L’équation est complexe, du coup, des voix s’élèvent pour fustiger la politique d’EDF qui consisterait à se défausser sur les particuliers de son « obligation morale » de produire de l’énergie renouvelable.
C’est méconnaitre la nature de cette énergie.
L’énergie solaire qui arrose notre planète, est considérable et inépuisable à l’échelle de l’humanité… Hélas, elle est diffuse!
Pour la capter, il faut mettre en place, connecter puis entretenir des surfaces considérables de panneaux solaires. Une centrale solaire conçue comme une centrale thermique ou nucléaire, stérilise à jamais des hectares de terres. Car même si ces installations sont théoriquement démontables, il ne faut pas rêver, les travaux pour stabiliser les terrains et ancrer les installations occasionnent des dégâts considérables aux terres cultivables ou aux zones naturelles… Et comme notre inextinguible soif d’énergie n’est pas prête de s’éteindre !

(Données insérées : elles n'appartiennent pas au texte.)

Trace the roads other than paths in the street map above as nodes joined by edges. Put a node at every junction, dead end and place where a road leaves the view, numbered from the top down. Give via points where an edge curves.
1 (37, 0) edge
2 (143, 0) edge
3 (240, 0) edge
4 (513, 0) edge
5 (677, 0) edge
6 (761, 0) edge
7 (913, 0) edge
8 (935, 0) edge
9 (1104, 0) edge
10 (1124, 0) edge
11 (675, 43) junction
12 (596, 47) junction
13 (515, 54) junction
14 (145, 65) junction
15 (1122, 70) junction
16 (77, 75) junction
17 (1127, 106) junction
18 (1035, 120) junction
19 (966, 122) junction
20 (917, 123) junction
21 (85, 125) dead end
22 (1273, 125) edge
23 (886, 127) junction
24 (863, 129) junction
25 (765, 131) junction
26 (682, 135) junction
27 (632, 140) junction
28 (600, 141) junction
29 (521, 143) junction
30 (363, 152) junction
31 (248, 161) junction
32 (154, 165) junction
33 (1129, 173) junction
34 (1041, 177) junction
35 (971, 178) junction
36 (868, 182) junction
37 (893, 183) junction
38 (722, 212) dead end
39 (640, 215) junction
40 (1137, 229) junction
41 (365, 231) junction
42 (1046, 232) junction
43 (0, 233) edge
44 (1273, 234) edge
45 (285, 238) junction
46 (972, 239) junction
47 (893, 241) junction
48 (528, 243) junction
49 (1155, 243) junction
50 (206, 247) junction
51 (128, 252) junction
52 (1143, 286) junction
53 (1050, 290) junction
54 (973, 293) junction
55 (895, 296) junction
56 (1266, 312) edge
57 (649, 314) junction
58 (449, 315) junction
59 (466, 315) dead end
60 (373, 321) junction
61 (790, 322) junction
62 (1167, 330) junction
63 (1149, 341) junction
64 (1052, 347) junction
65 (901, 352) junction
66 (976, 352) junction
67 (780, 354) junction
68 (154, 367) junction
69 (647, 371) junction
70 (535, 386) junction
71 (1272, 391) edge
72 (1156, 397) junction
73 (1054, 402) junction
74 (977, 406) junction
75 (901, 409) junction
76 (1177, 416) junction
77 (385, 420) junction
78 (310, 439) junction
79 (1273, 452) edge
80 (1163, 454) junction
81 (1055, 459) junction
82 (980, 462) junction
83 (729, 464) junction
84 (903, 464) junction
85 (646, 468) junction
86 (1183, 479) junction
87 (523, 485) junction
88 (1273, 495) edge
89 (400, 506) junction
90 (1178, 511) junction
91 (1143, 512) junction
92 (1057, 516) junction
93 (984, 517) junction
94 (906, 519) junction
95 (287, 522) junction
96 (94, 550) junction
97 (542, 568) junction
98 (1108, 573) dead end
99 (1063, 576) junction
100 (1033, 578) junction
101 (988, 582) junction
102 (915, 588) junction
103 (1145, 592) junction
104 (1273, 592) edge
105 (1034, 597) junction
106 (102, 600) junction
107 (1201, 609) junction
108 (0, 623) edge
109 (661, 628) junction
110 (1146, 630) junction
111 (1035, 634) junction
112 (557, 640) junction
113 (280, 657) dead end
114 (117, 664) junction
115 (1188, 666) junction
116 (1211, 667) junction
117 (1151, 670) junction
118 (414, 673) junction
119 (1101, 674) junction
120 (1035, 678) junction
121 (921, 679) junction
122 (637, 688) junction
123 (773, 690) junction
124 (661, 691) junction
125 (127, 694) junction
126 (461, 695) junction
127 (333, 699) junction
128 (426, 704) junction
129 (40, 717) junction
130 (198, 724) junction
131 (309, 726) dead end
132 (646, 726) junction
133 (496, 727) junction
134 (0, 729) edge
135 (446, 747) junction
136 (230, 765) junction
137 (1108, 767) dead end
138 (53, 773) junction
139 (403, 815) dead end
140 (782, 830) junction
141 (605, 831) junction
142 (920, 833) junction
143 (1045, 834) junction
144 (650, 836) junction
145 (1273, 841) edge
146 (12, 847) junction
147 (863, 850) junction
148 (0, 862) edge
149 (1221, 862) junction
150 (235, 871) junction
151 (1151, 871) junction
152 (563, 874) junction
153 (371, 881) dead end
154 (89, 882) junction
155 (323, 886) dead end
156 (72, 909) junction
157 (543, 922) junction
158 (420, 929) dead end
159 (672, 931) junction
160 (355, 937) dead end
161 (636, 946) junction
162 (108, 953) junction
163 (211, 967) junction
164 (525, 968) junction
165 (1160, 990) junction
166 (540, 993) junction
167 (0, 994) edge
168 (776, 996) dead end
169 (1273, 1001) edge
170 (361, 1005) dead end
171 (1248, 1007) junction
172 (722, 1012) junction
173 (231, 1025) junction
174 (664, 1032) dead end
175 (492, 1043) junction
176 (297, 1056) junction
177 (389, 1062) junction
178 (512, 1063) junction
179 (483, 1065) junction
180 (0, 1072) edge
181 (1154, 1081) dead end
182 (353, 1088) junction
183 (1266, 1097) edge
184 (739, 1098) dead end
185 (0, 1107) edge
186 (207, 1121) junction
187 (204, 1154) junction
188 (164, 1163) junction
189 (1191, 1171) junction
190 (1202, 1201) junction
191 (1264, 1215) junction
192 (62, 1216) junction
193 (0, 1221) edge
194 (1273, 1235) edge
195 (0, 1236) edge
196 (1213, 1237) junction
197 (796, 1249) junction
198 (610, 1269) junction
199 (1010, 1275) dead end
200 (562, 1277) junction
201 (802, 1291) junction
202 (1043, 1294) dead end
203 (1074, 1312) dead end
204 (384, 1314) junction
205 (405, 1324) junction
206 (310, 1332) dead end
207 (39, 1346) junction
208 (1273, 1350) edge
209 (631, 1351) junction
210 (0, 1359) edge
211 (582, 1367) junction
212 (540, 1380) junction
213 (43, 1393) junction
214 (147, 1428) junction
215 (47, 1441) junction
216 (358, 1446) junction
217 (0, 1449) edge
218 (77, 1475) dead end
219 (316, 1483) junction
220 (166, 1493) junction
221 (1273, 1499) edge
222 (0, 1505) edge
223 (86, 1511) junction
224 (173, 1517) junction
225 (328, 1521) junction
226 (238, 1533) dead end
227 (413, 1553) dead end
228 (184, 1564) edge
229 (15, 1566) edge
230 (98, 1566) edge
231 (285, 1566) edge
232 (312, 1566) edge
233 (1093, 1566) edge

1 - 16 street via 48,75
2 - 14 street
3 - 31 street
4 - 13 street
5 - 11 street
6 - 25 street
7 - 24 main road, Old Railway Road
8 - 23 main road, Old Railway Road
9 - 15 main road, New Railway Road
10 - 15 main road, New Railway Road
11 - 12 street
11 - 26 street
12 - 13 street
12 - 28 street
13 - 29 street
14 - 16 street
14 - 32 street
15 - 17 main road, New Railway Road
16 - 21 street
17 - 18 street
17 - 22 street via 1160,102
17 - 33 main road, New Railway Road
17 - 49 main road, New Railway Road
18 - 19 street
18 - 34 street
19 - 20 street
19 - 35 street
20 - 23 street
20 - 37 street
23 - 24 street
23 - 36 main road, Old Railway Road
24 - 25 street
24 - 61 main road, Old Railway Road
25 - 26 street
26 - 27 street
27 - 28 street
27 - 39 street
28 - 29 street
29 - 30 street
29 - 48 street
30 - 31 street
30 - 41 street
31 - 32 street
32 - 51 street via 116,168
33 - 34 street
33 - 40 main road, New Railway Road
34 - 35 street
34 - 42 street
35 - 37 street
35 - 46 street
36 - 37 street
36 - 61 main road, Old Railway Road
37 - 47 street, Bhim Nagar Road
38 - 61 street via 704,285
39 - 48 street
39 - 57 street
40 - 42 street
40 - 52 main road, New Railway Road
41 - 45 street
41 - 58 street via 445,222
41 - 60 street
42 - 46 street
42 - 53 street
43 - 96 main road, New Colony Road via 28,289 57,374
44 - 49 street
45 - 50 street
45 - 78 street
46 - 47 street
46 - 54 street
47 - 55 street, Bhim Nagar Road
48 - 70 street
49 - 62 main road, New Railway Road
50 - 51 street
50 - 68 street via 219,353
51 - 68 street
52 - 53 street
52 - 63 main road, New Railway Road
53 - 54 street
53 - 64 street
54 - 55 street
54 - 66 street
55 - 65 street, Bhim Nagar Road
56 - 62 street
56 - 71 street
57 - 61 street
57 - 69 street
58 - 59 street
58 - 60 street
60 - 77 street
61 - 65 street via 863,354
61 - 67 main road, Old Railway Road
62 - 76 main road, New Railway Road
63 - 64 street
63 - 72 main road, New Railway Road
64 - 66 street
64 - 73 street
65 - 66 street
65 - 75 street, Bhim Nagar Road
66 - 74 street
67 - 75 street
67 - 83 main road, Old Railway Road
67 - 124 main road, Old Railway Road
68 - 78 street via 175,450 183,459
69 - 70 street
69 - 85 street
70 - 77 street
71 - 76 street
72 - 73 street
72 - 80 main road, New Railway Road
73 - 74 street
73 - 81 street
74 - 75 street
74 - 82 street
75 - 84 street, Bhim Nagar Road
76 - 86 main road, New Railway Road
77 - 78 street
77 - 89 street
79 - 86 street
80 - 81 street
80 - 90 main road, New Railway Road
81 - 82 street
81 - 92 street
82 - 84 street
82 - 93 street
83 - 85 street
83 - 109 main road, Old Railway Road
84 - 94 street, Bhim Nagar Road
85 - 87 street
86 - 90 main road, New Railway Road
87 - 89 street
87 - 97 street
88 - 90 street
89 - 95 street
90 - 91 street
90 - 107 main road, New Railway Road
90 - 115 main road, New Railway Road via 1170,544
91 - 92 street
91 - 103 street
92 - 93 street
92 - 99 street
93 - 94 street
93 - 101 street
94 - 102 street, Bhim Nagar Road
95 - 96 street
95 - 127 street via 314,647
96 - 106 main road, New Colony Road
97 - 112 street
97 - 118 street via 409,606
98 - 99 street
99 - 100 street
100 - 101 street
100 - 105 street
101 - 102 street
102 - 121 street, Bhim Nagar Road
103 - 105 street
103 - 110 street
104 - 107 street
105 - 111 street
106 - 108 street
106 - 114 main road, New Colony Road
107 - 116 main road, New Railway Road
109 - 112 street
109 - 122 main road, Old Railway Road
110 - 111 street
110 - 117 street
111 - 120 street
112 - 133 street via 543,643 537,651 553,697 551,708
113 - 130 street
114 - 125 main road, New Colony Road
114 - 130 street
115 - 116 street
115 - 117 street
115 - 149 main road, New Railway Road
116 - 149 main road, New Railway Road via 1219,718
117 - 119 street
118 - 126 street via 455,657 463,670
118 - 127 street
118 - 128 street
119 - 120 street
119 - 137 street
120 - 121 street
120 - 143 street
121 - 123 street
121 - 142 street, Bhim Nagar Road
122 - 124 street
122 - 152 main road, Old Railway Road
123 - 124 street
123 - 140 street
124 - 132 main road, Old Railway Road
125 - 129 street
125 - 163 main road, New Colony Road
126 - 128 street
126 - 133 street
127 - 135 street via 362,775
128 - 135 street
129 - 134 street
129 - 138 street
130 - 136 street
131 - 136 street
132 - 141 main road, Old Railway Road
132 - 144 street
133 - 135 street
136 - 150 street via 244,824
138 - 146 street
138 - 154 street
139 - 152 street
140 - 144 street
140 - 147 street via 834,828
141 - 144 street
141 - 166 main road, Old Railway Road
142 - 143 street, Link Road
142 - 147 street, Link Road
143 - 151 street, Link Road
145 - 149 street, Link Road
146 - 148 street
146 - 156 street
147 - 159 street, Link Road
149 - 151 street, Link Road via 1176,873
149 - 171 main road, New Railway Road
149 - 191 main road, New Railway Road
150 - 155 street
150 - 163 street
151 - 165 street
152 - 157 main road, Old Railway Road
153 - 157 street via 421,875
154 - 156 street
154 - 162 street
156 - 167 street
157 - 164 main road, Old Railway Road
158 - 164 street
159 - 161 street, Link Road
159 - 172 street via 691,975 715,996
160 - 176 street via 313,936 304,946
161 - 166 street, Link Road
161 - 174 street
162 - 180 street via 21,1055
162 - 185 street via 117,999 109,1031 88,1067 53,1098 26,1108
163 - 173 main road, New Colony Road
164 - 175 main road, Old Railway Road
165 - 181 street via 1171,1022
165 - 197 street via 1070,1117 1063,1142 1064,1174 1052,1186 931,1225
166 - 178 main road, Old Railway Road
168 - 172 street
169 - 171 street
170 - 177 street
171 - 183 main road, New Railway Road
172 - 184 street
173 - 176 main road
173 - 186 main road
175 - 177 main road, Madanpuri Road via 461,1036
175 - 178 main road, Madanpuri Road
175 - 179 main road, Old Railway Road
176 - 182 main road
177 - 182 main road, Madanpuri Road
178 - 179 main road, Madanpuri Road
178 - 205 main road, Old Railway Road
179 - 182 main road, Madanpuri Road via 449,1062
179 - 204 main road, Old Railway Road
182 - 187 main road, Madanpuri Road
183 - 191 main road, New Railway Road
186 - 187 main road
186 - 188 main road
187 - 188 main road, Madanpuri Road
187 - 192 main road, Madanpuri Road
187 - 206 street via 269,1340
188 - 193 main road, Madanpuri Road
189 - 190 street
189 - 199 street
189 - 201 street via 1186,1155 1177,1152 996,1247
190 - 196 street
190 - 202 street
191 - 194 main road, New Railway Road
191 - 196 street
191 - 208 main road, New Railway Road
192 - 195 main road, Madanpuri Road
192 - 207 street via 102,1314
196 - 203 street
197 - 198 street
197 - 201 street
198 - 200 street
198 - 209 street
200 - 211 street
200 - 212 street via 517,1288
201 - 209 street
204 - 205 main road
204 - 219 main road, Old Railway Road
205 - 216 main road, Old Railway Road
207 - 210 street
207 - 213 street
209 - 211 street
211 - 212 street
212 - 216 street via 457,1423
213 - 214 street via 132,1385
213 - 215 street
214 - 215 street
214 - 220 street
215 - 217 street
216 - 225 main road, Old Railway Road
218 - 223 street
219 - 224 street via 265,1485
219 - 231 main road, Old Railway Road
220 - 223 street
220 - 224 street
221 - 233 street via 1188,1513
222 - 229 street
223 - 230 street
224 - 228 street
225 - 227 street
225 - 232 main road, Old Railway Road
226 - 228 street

Comment dans ces conditions la France et plus généralement les pays développés pourraient-ils atteindre leurs objectifs en matière de production d’énergie renouvelable sans stériliser des énormes surfaces de cultures vivrières ou productrices de biocarburants ou d’isolants naturels. D’autant que ces activités constituent des étapes indispensables à la mise en place progressive d’une économie réellement durable.
La réponse saute aux yeux, des surfaces déjà perdues pour l’agriculture se comptent par milliers d’hectares dans notre pays, dont une bonne moitié est correctement orientée. Il s’agit des pans de toitures sud des habitations, des hangars agricoles ou industriels, des bâtiments publics et des parkings.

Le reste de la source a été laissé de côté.